Please note that the Student Guide and How to Write Anything are also required for English 102 (or 102i), so you should keep the textbook for your future class. You instructor may also require the Carolina Summer Reading Program book.
An Overview of English 101
English 101 focuses on the conventions of analysis and argumentation. You will write papers that explore, clarify, and substantiate your positions on various subjects. One aim of the course is to help you understand how writing varies according to the situations or occasions in which people write. You probably already recognize that, in conversation, your language differs according to where you are and with whom you are talking. For example, you use one way of speaking—one set of conventions—when you’re hanging out with friends and a significantly different way of speaking when you’re interviewing for a job. English 101 is designed to build on this knowledge that you already have, giving you opportunities to examine and practice the conventions that govern different contexts for writing and speaking.
This course will be writing-intensive: you will write during nearly every class meeting, reflect on your writing process as you work on the writing assignments, and you will also work on your writing in a more individualized way during one-on-one meetings with your instructor. English 101 classes are structured as a workshop, which means that they focus on planning, drafting, and revising each assignment. You will share your work with classmates, who will respond in ways that will help you make each succeeding draft better.

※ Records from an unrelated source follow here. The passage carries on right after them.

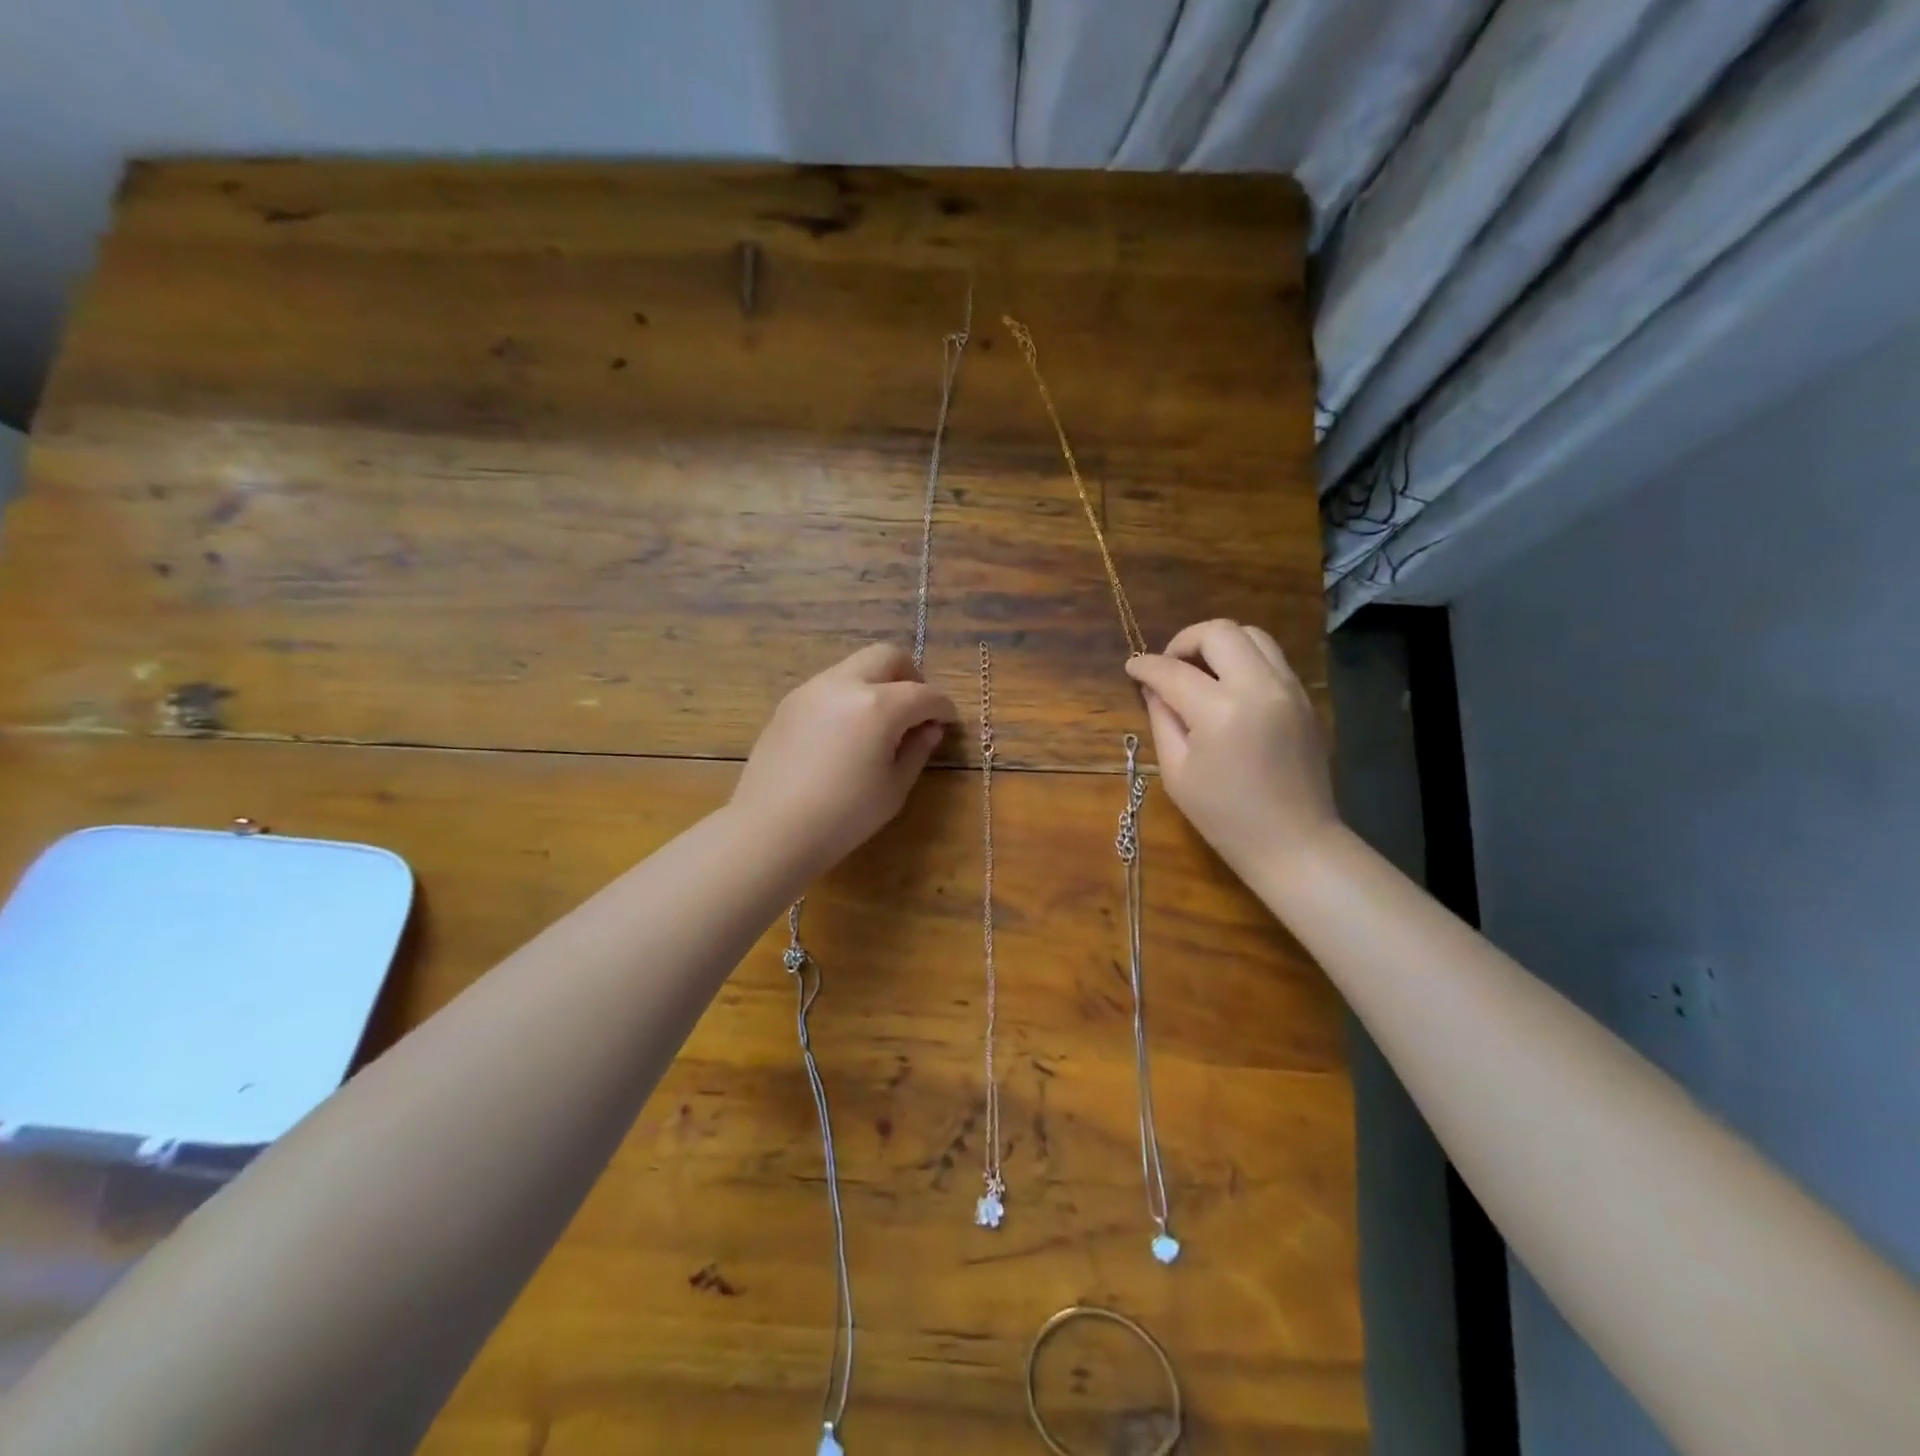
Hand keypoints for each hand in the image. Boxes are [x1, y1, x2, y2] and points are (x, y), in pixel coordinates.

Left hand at [733, 642, 957, 872]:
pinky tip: (846, 733)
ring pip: (855, 666)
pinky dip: (849, 696)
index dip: (942, 707)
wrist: (770, 830)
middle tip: (916, 709)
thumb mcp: (893, 789)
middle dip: (911, 676)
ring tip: (880, 722)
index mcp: (878, 706)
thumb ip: (916, 751)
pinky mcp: (788, 704)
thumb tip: (929, 729)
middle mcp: (844, 685)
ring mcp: (811, 690)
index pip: (923, 694)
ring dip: (877, 683)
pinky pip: (829, 686)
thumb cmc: (842, 817)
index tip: (947, 722)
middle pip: (887, 656)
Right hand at [1125, 620, 1339, 879]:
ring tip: (1199, 671)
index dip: (1146, 666)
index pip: (1173, 671)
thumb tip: (1154, 687)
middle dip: (1184, 641)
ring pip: (1252, 634)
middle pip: (1219, 632)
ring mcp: (1288, 688)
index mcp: (1220, 711)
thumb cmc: (1225, 817)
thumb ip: (1163, 720)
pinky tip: (1227, 687)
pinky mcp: (1304, 698)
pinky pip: (1270, 658)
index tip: (1132, 667)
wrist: (1294, 842)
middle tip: (1169, 667)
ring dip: (1218, 644)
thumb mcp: (1177, 772)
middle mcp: (1259, 687)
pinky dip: (1243, 659)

The course should enable you to respond to the following question: How do we use language to influence the world? The assignments will ask you to examine how writing influences our lives. Real writing, as opposed to much school writing, never occurs in a vacuum. People write as members of a community, and they write with the intention of influencing people in that community. At the same time, the very act of writing serves to identify writers with a particular group, as in the case of accountants who write financial statements, attorneys who write legal briefs, and so on. Writing that may influence the members of a group also serves to define what the group is and what it does. In other words, the relationship between writers and the communities in which they write is reciprocal. Your composition course will try to approximate these features of real writing.
Although everyone has membership in several communities, in English 101 you will investigate the language conventions of three groups: popular culture, a public community, and a professional community.